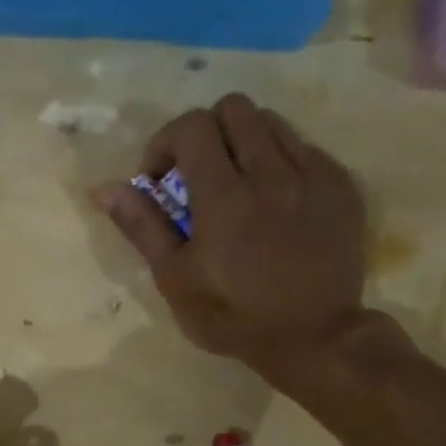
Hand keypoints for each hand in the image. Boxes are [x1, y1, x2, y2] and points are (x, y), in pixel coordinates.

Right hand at [95, 94, 376, 388]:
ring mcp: (313, 175)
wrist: (313, 338)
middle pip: (233, 108)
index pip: (192, 126)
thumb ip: (142, 226)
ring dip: (243, 142)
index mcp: (224, 197)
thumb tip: (104, 188)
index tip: (160, 181)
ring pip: (272, 122)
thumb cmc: (231, 316)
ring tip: (236, 184)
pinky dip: (279, 161)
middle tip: (196, 174)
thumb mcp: (174, 279)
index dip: (165, 143)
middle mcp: (271, 173)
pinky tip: (274, 201)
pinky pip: (305, 148)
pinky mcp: (341, 186)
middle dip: (204, 133)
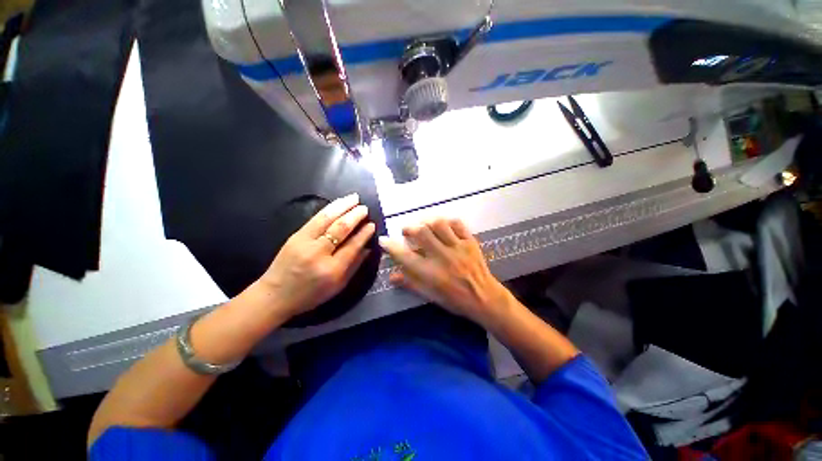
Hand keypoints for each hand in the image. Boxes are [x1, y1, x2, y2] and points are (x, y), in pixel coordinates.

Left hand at [258, 193, 374, 317]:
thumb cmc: (311, 294)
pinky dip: (329, 209)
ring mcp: (305, 242)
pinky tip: (338, 203)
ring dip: (343, 206)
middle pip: (340, 229)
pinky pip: (315, 218)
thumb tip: (368, 248)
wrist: (275, 295)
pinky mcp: (295, 235)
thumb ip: (355, 266)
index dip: (364, 234)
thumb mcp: (338, 286)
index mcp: (332, 270)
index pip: (353, 246)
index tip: (372, 224)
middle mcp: (319, 253)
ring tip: (354, 198)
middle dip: (355, 216)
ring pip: (327, 219)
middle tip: (365, 209)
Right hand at [379, 218, 513, 326]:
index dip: (391, 246)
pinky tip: (442, 225)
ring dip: (427, 222)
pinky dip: (447, 221)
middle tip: (406, 230)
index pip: (405, 256)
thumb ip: (410, 284)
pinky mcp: (470, 242)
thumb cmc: (455, 300)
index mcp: (431, 273)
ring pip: (439, 225)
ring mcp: (458, 247)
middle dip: (409, 228)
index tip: (383, 240)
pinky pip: (458, 224)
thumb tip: (391, 276)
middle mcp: (442, 257)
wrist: (484, 298)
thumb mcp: (430, 296)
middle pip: (421, 233)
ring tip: (423, 225)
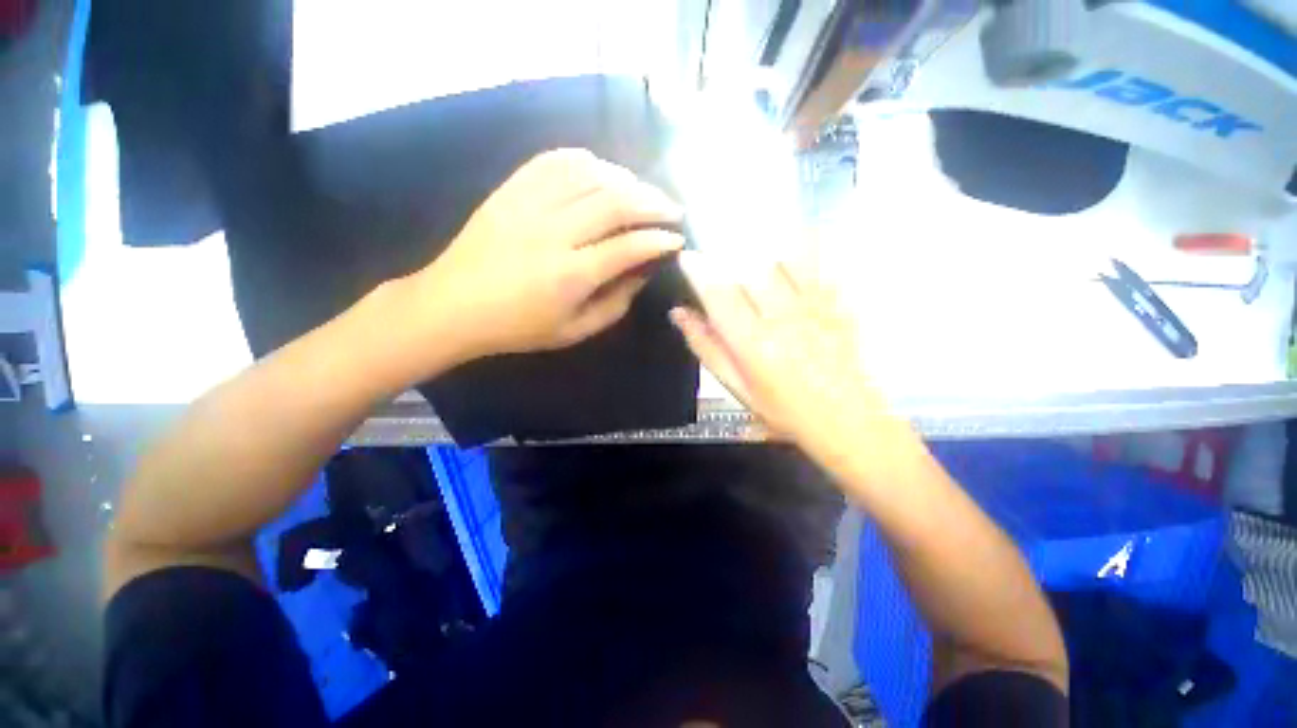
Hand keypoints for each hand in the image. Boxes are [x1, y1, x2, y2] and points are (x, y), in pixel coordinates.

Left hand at [414, 148, 684, 359]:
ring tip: (643, 192)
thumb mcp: (573, 332)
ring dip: (626, 179)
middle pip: (614, 202)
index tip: (678, 240)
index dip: (659, 241)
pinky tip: (602, 172)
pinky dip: (587, 161)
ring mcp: (528, 205)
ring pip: (590, 174)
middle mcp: (553, 233)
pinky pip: (555, 160)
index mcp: (569, 275)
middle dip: (653, 203)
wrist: (452, 305)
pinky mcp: (511, 189)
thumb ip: (615, 304)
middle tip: (672, 210)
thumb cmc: (517, 327)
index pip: (628, 247)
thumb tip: (642, 273)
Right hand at [671, 251, 893, 452]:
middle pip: (751, 268)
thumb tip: (679, 314)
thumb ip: (707, 347)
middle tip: (721, 263)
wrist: (845, 421)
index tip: (688, 257)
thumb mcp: (737, 386)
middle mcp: (782, 319)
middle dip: (730, 258)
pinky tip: (790, 263)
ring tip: (754, 265)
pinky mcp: (837, 305)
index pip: (719, 294)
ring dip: (762, 257)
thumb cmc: (782, 410)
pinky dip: (799, 258)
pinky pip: (817, 267)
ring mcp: (814, 308)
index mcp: (753, 343)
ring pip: (783, 260)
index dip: (699, 271)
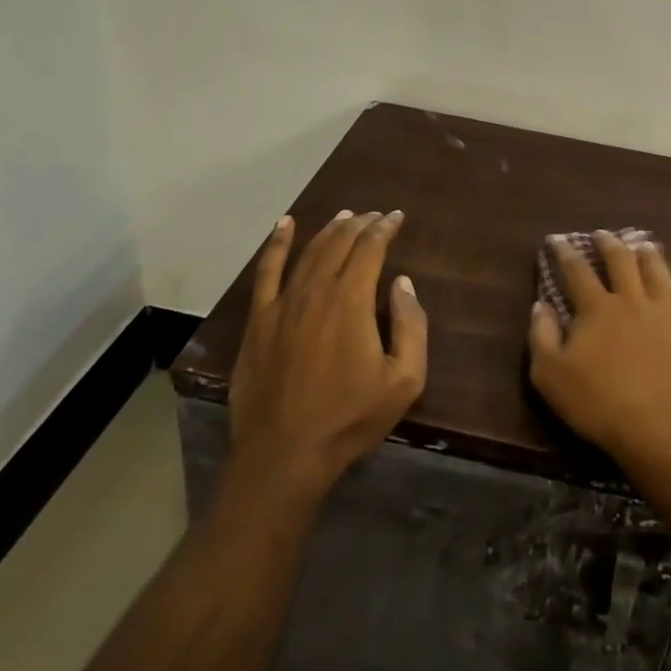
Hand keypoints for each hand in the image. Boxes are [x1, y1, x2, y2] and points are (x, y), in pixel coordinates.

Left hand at [228, 210, 428, 500]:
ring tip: (345, 215)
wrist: (284, 454)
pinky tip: (284, 225)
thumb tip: (402, 283)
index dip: (385, 228)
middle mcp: (316, 290)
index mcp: (351, 301)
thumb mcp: (404, 380)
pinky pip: (267, 271)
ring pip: (309, 252)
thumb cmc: (350, 418)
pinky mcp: (259, 320)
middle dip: (361, 224)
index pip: (371, 248)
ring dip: (329, 229)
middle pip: (340, 243)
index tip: (396, 217)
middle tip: (375, 216)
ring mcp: (282, 303)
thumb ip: (411, 325)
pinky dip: (277, 244)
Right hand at [527, 231, 670, 471]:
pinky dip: (669, 278)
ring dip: (644, 253)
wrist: (660, 430)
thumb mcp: (551, 376)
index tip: (557, 239)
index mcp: (597, 308)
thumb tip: (540, 304)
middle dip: (608, 243)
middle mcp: (631, 300)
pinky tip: (668, 278)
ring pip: (654, 269)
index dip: (565, 253)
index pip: (577, 271)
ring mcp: (663, 312)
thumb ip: (542, 336)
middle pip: (620, 260)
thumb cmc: (598, 404)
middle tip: (601, 234)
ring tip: (639, 243)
────────────────────────────────────────
What is expected:
What to print is the stretch of entries from the line with "index dip: (364, 234)" up to and including the line with "middle mcp: (553, 233)". Please print it exactly and leave out the pictures.

Answer space:
index dip: (364, 234)
thumb mcp: (338, 286)
index mcp: (332, 270)
index pip: (353, 246)
index tip: (372, 224)
middle mcp: (319, 253)
ring tip: (354, 198)
middle dip: (355, 216)
ring pip: (327, 219)
middle tip: (365, 209)
Right hand at [379, 218, 513, 326]:
index dip: (391, 246)
pinky tip: (442, 225)
ring dip: (427, 222)
pinky dip: (447, 221)
middle tip: (406, 230)
index pip: (405, 256)
thumb ip: (410, 284)
pinky mcp: (470, 242)
thumb cmc: (455, 300)
index mcp: (431, 273)
ring pip: (439, 225)
ring mcp: (458, 247)
middle dip: (409, 228)
index tip: (383, 240)
pinky pip: (458, 224)
thumb tip: (391, 276)
middle mcp: (442, 257)
wrist: (484, 298)
thumb mcp: (430, 296)
middle pip: (421, 233)
ring tip: (423, 225)
Hand keypoints for each hand in the image. Boxes are [x1, y1, x2, y2] and points are (x, y), in pixel coordinates.

Left hand at [414, 148, 684, 359]:
ring tip: (643, 192)
thumb mcp: (573, 332)
ring dip: (626, 179)
middle pip: (614, 202)
index tip: (678, 240)
index dip: (659, 241)
pinky tip: (602, 172)
pinky dip: (587, 161)
ring mcp: (528, 205)
ring pip: (590, 174)
middle mcp: (553, 233)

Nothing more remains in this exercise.